→ Work to be completed: Write the data out again in full, with no departure from the original.

Data items

============================================================

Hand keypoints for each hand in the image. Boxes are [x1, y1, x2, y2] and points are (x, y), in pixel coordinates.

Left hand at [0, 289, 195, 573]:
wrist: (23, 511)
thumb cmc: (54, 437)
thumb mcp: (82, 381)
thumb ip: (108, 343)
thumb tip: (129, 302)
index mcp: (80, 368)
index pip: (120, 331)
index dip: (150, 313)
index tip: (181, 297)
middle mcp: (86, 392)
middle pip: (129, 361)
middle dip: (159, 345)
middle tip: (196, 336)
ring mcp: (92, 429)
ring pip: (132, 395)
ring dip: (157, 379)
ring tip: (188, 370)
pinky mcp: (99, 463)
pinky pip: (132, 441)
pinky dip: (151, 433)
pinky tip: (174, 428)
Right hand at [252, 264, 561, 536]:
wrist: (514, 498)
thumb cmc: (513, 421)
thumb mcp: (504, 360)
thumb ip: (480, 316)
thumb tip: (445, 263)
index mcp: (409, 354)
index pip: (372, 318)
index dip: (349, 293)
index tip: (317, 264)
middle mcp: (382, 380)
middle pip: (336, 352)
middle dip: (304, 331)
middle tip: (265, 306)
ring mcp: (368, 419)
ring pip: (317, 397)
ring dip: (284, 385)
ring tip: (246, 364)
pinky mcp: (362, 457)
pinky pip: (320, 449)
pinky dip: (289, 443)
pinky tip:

============================================================

→ Exercise output:
Hand keypoints for each hand in the image. Boxes are [x1, y1, x2, y2] and points are (x, y), in pixel coordinates.

Left hand at [0, 289, 195, 573]:
wrist: (23, 511)
thumb cmc: (54, 437)
thumb mcp: (82, 381)
thumb ip: (108, 343)
thumb tip: (129, 302)
index mcp: (80, 368)
index pip: (120, 331)
index dip: (150, 313)
index tip: (181, 297)
middle mcp: (86, 392)
middle pip: (129, 361)
middle dip: (159, 345)
middle tip: (196, 336)
ring mcp: (92, 429)
ring pip: (132, 395)
ring dip: (157, 379)
ring tip: (188, 370)
pinky mcp: (99, 463)
pinky pip: (132, 441)
pinky dip: (151, 433)
pinky tip: (174, 428)
Right hand at [252, 264, 561, 536]:
wrist: (514, 498)
thumb cmc: (513, 421)
thumb mcp: (504, 360)
thumb ip: (480, 316)
thumb tip: (445, 263)
index mcp: (409, 354)
index pip: (372, 318)
index dip: (349, 293)
index tip: (317, 264)
middle mcp: (382, 380)
middle pip: (336, 352)
middle dip: (304, 331)
middle tip: (265, 306)
ring mcp: (368, 419)
ring pip: (317, 397)
ring dip: (284, 385)
ring tip: (246, 364)
pinky mcp: (362, 457)
pinky pip: (320, 449)
pinky dip: (289, 443)
pinky tip:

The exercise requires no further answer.